Where a line of the listing below includes the word "North", reproduce that line.

▶ _GIVEN DATA_
--
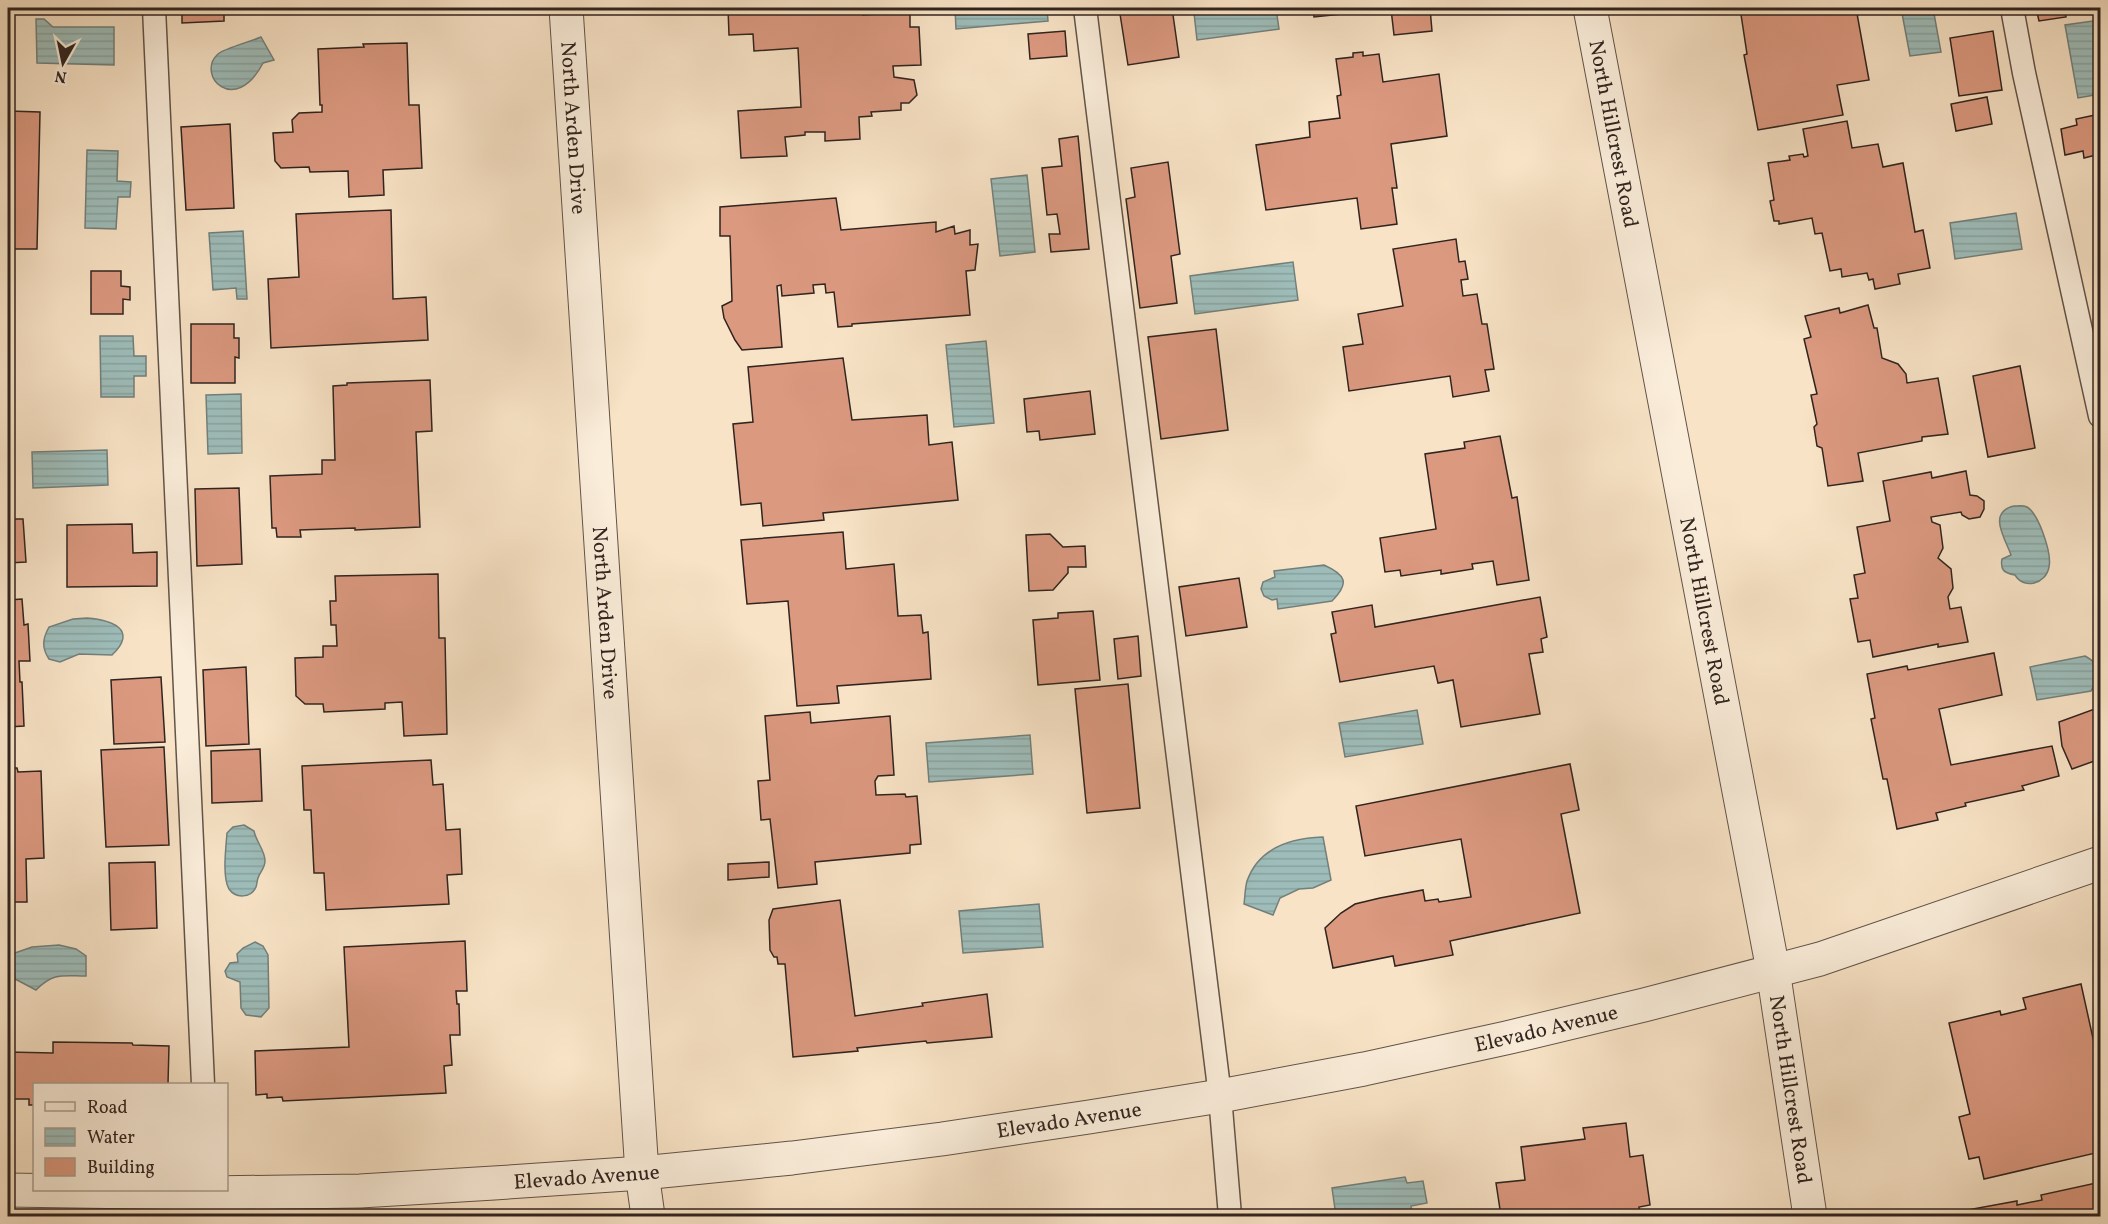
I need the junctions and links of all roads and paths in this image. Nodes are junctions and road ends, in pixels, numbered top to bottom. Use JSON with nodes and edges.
{"nodes":[{"id":1,"x":154,"y":8,"type":"edge"},
{"id":2,"x":566,"y":8,"type":"edge"},
{"id":3,"x":1085,"y":8,"type":"edge"},
{"id":4,"x":1590,"y":8,"type":"edge"},
{"id":5,"x":2013,"y":8,"type":"edge"},
{"id":6,"x":2100,"y":416,"type":"edge"},
{"id":7,"x":2100,"y":863,"type":"edge"},
{"id":8,"x":1773,"y":970,"type":"junction"},
{"id":9,"x":203,"y":1083,"type":"edge"},
{"id":10,"x":1220,"y":1096,"type":"junction"},
{"id":11,"x":642,"y":1173,"type":"junction"},
{"id":12,"x":8,"y":1190,"type":"edge"},
{"id":13,"x":208,"y":1200,"type":"edge"},
{"id":14,"x":648,"y":1216,"type":"edge"},
{"id":15,"x":1230,"y":1216,"type":"edge"},
{"id":16,"x":1810,"y":1216,"type":"edge"}],
"edges":[{"from":1,"to":9,"type":"lane"},
{"from":2,"to":11,"type":"street","name":"North Arden Drive"},
{"from":3,"to":10,"type":"lane"},
{"from":4,"to":8,"type":"street","name":"North Hillcrest Road"},
{"from":5,"to":6,"type":"lane"},
{"from":7,"to":8,"type":"street","name":"Elevado Avenue"},
{"from":8,"to":10,"type":"street","name":"Elevado Avenue"},
{"from":8,"to":16,"type":"street","name":"North Hillcrest Road"},
{"from":10,"to":11,"type":"street","name":"Elevado Avenue"},
{"from":10,"to":15,"type":"lane"},
{"from":11,"to":13,"type":"street","name":"Elevado Avenue"},
{"from":11,"to":14,"type":"street","name":"North Arden Drive"},
{"from":12,"to":13,"type":"street","name":"Elevado Avenue"}]}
--
▶ _TASK OUTPUT_
{"from":2,"to":11,"type":"street","name":"North Arden Drive"},
{"from":4,"to":8,"type":"street","name":"North Hillcrest Road"},
{"from":8,"to":16,"type":"street","name":"North Hillcrest Road"},
{"from":11,"to":14,"type":"street","name":"North Arden Drive"},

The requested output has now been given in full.